This page looks best with JavaScript enabled

Working with Git - The Theory

 ·   ·  ☕ 14 min read
Photo by Yancy Min on Unsplash

Introduction

Welcome to this series of blog posts about Git! Today, we’re gonna dive into a bit of theory about Git.
Git as become one of the most used tools for versioning file thanks to the popularity of GitHub.
It is a very powerful tool with a lot of commands and concepts. It can be used for simple usage and for more advanced use cases that can look a bit obscure to newcomers.
Today, we keep it simple as much as possible with a few topics:

  • Centralized versus Distributed Version Control System
  • How Git works?
    • Git Snapshot storage system
    • Git file integrity
    • Git states

Centralized vs Distributed System

There are some big differences between centralized version control system (CVCS) and distributed version control system and in order to better understand why is Git so popular and digging into “How Git Works?”, we need to understand what are the differences between the two systems.

Centralized version control system

When we work with a centralized version control system, we often have a dedicated main server that host our repository. This server is responsible of the whole repository history and revisions. When a developer wants to retrieve a local working copy of the remote repository, he / she has to pull it from the main server. Once this is done, he / she is ready to implement the new requested feature. When this feature is ready, it can be pushed back to the main server which is doing a merge from it current revision of the code base and the newly created feature code.

There are several drawbacks with this approach:

  • A permanent connection with the main server is needed in order to:
    • retrieve and view repository history
    • retrieve a file at a specific revision
    • keep our local repository up-to-date
  • If we are offline, we can just keep our modifications but we lost repository history view and access to specific revisions
  • When we push back our work, it can be a big amount of modifications in one shot which can be hard to review

Fortunately, there are a few advantages with this approach:

  • Everything is centralized on a main server
  • Backup and revision of the code are simple and clear
  • The workflow is completely smooth and easy to learn

Distributed version control system

When we work with a distributed version control system, we do the same things as we would do with a centralized version control system. We start by pulling a local copy of the remote repository from the main server. Then we can work on our new feature locally without the need to be connected to the server. Once our feature is ready to be merged back to the main repository, we push our changes back to the main server.

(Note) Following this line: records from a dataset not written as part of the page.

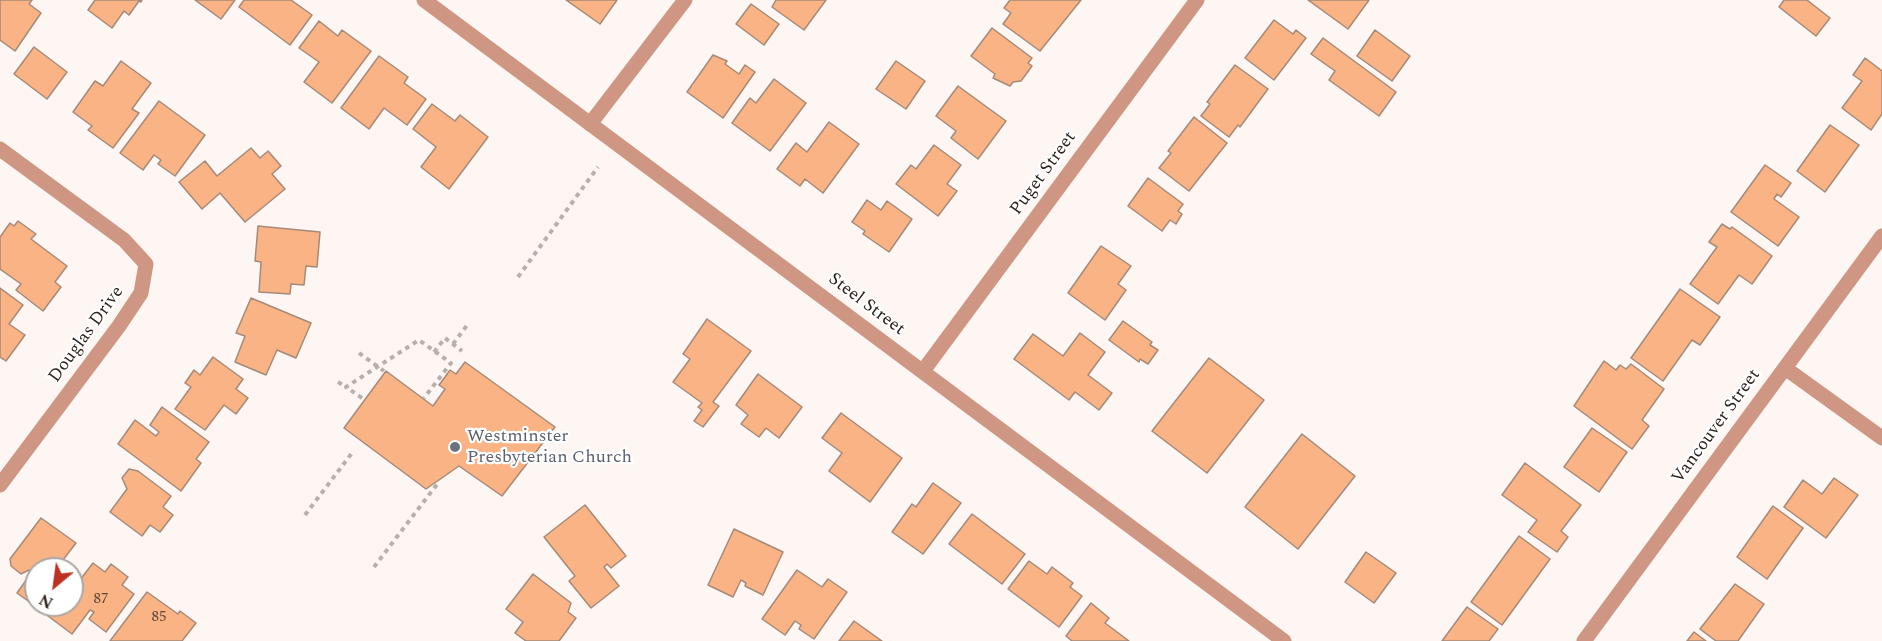 <!DOCTYPE html>
<html>
<head>
<meta charset="utf-8">
<style>
  body { margin:0 }
  #map { position:relative; width:1882px; height:641px; overflow:hidden; background:#fdf6f3; font-family:Spectral,serif }
  canvas { display:block }
  .north { position:absolute; left:24px; top:557px; width:60px; height:60px; box-sizing:border-box; background:#fff; border:2px solid #aba7a4; border-radius:50%; rotate:209deg; font-size:16px; font-weight:700; line-height:24px; text-align:center; color:#2d221b }
  .north::after { content:''; display:block; margin:auto; width:21px; height:27px; background:#bd3022; clip-path:polygon(50% 0,100% 100%,50% 72%,0 100%) }
</style>
</head>
<body>
<div id="map">
<canvas width="1882" height="641"></canvas>
<div class="north">N</div>
</div>
<script>
const g = document.querySelector('canvas').getContext('2d');
g.lineJoin = 'round';
function fillPath(path, color) {
  g.fillStyle = color;
  g.fill(path, 'evenodd');
}
function strokePath(path, color, width, dash) {
  g.strokeStyle = color;
  g.lineWidth = width;
  g.lineCap = dash ? 'butt' : 'round';
  g.setLineDash(dash || []);
  g.stroke(path);
}
function label(font, color, halo, rows, align = 'center') {
  g.font = font + ' Spectral,serif';
  g.lineWidth = 4.5;
  g.setLineDash([]);
  g.textBaseline = 'middle';
  g.strokeStyle = halo;
  g.fillStyle = color;
  for (const [text, x, y, turn = 0] of rows) {
    g.save();
    g.translate(x, y);
    g.rotate((+turn || 0) * Math.PI / 180);
    g.textAlign = isNaN(turn) ? turn : align;
    if (halo) g.strokeText(text, 0, 0);
    g.fillText(text, 0, 0);
    g.restore();
  }
}
const building = new Path2D(`
  M0 0H32L29 4 41 13 15 51 0 40Z
  M95 0H142L141 2 139 1 129 15 124 11 112 28 88 10Z
  M195 0H235L221 19Z
  M244 0H291L312 15 290 45 239 7Z
  M566 0H617L600 24Z
  M776 0H826L804 30 772 7Z
  M1010 0H1081L1040 51 1003 24 1011 13 1004 8Z
  M1308 0H1369L1348 29Z
  M1784 0H1807L1830 18 1816 36 1779 7Z
  M751 4 779 24 764 45 736 24Z
  M1274 20 1293 34 1296 30 1306 38 1274 80 1245 58Z
  M319 21 338 36 342 30 371 51 332 103 304 82 319 62 299 48Z
  M992 28 1032 58 1028 63 1032 66 1021 81 1013 82 1010 86 993 78 995 74 971 56Z
  M1375 30 1410 56 1392 81 1357 56Z
  M1323 38 1396 92 1379 116 1329 80 1335 71 1311 54Z
  M34 47 67 72 47 99 14 74Z
  M713 55 727 61 725 64 739 74 745 65 755 72 723 118 687 92Z
  M379 56 408 77 404 83 426 99 407 125 384 108 369 129 341 108Z
  M1865 58 1882 71V114L1871 130 1842 108 1862 81 1853 75Z
  M121 61 151 83 132 109 139 113 113 148 88 130 92 126 73 112 95 81 103 86Z
  M896 61 925 81 906 109 876 89Z
  M1235 65 1268 89 1240 127 1238 125 1229 137 1201 116 1210 104 1207 102Z
  M774 79 806 103 770 151 732 123 750 98 756 103Z
  M958 86 1006 121 978 159 951 138 956 131 936 116Z
  M159 101 205 135 175 176 158 164 161 160 154 155 143 170 120 153Z
  M432 104 455 121 460 115 488 137 449 189 421 167 436 147 413 129Z
  M1194 117 1227 143 1189 191 1159 168 1171 153 1168 151Z
  M829 122 859 144 823 193 805 179 800 186 777 169 796 143 807 152Z
  M1830 125 1859 145 1825 192 1797 171Z
  M934 145 961 165 947 184 957 191 938 216 896 184 911 165 916 169Z
  M251 148 260 158 268 151 281 166 272 174 285 189 245 222 220 193 202 209 179 182 205 161 217 176Z
  M1765 165 1791 183 1781 197 1777 194 1774 199 1799 217 1778 246 1731 212Z
  M1148 178 1183 204 1178 211 1182 214 1176 224 1170 220 1162 231 1128 206Z
  M867 200 881 210 887 201 912 219 889 252 863 234 865 231 852 222Z
  M18 221 36 234 31 239 67 266 55 282 61 287 43 311 16 290 21 284 0 269V237L10 223 14 226Z
  M1722 224 1730 229 1732 227 1772 256 1752 284 1739 275 1718 304 1690 284 1717 247 1709 242Z
  M258 226 320 232 317 267 306 266 304 285 291 284 290 294 259 292 261 262 255 261Z
  M1101 246 1131 266 1118 284 1126 290 1105 320 1068 293Z
  M0 288 23 305 9 324 25 335 6 361 0 357Z
  M1680 289 1720 317 1700 345 1692 340 1663 381 1631 358Z
  M251 298 311 323 296 358 277 350 266 375 235 362 245 336 236 333Z
  M707 319 751 351 713 402 719 406 703 427 694 421 702 410 698 407 702 403 673 382 690 359 683 354Z
  M1123 321 1152 342 1150 345 1158 350 1148 364 1140 359 1139 362 1109 340Z
  M1080 333 1105 352 1088 375 1112 393 1099 410 1075 392 1069 400 1014 359 1033 334 1063 356Z
  M213 357 243 379 236 389 248 398 236 414 224 405 205 430 175 409 191 387 185 383 194 370 200 375Z
  M1209 358 1264 400 1207 473 1152 431Z
  M1604 361 1616 370 1620 365 1626 369 1631 364 1664 389 1642 420 1649 426 1632 449 1574 406Z
  M465 362 555 427 502 496 459 466 426 489 344 428 386 371 433 406 445 389 439 385 445 377 450 370 456 374Z
  M758 374 802 407 779 438 766 428 759 437 741 424 748 415 736 405Z
  M162 407 209 442 196 459 201 463 181 491 118 444 135 420 156 436 159 432 150 425Z
  M841 413 902 458 870 502 829 471 842 453 822 438Z
  M1592 428 1627 452 1599 492 1564 467Z
  M1302 434 1355 476 1298 549 1245 507Z
  M1525 463 1581 505 1561 531 1568 537 1557 552 1528 532 1537 520 1502 495Z
  M129 469 138 471 171 496 163 507 173 515 160 532 150 525 142 536 110 512 127 489 122 478Z
  M1834 478 1858 495 1826 538 1784 507 1803 480 1822 494Z
  M933 483 961 503 923 554 892 532 912 504 916 507Z
  M585 505 626 556 611 568 607 564 604 567 619 586 591 608 569 581 575 576 544 537Z
  M1773 506 1803 528 1767 579 1737 557Z
  M972 514 1025 554 1002 584 949 544Z
  M41 518 76 543 56 569H36V605H46L42 611 17 593 32 572 29 570 21 574 11 566 10 559Z
  M734 529 783 552 763 595 745 586 746 583 741 580 733 597 708 585Z
  M1519 536 1550 559 1502 625 1471 602Z
  M1366 552 1396 573 1374 603 1345 582Z
  M1029 561 1047 574 1052 567 1073 583 1070 587 1082 596 1059 627 1008 589Z
  M93 563 105 572 111 564 128 577 122 585 134 594 106 632 89 619 94 612 90 610 72 634 48 616 56 605H72V588L73 589Z
  M797 570 822 587 828 579 847 592 814 639 799 629 801 625 795 621 785 635 762 619Z
  M533 574 571 603 568 612 576 618 559 641H526L515 633 523 622 506 609Z
  M1735 584 1764 604 1738 641H1716L1700 629Z
  M147 592 178 614 180 611 196 623 182 641H110Z
  M1091 603 1109 618 1105 623 1129 641H1072L1066 636Z
  M1467 607 1498 629 1489 641H1442Z
  M854 621 882 641H839Z
  M1694 632 1706 641H1687Z`);
const path = new Path2D(`
  M518 277 598 167
  M453 344 468 324
  M434 352 445 338 462 351
  M359 353 384 371
  M338 382 346 387
  M362 398 346 387 419 340 451 363 424 398
  M305 515 352 453
  M374 567 438 483`);
const minor = new Path2D(`
  M590 124 685 0
  M0 149 124 240 146 264 141 293 119 326 0 485
  M1785 368 1882 438
  M923 371 1197 0
  M1584 641 1882 236`);
const tertiary = new Path2D(`
  M424 0 1284 641`);
const markers = [
  [455,447,6,"#6b7280"]
];
const numberNames = [
  ["87",101,600],
  ["85",159,618]
];
const streetNames = [
  ["Puget Street",1044,174,-54],
  ["Steel Street",866,305,37],
  ["Douglas Drive",87,335,-54],
  ["Vancouver Street",1717,427,-54]
];
const worshipNames = [
  ["Westminster",467,437],
  ["Presbyterian Church",467,458]
];
fillPath(building, '#fab385');
strokePath(building, '#a68a79', 1.5);
strokePath(path, '#b9b0ac', 4, [4.5, 4.5]);
strokePath(minor, '#cf9684', 15);
strokePath(tertiary, '#cf9684', 15);
for (const [x, y, r, color] of markers) {
  const dot = new Path2D();
  dot.arc(x, y, r, 0, 2 * Math.PI);
  g.fillStyle = color;
  g.fill(dot);
  strokePath(dot, '#fff', 2);
}
label('15px', '#604636', null, numberNames);
label('18px', '#2d221b', '#fff', streetNames);
label('18px', '#5b616d', '#fff', worshipNames, 'left');
</script>
</body>
</html>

One of the biggest advantage is the fact that once a local copy of the repository is pulled from the main server, we can work locally and offline. The local copy contains the whole repository history so we can retrieve any version of a specific file and we have a local history that can be used to commit our changes step-by-step. It means that our local history can diverge from the remote one and the action of pushing back our changes to the main server is equal to a merge of both history.

There are a few drawbacks:

  • The workflow can be a bit more complex because we have a local and a remote history that can diverge from each other
  • Evolution of project history is less clear to view

There are a several advantages:

  • The complete repository history is available inside our local copy
  • The local history gives us the ability to manage our feature evolution in a step-by-step way by creating local revisions (no huge commit)
  • No more limitation when working offline, it is possible to work without the need of a connection to remote server
  • Less network usage as we don’t need to rely on a remote server

Note: Most distributed version control system can be used in a serverless way using only the local history. It is just more convenient to use such system with a main server that keep all changes made to a project code base. This is what we do when we use platform such as GitHub.

How Git Works?

We have seen the differences between centralized and distributed version control systems and as you might have guessed, Git is what we call a distributed version control system. We can completely work offline and without the need of a remote server.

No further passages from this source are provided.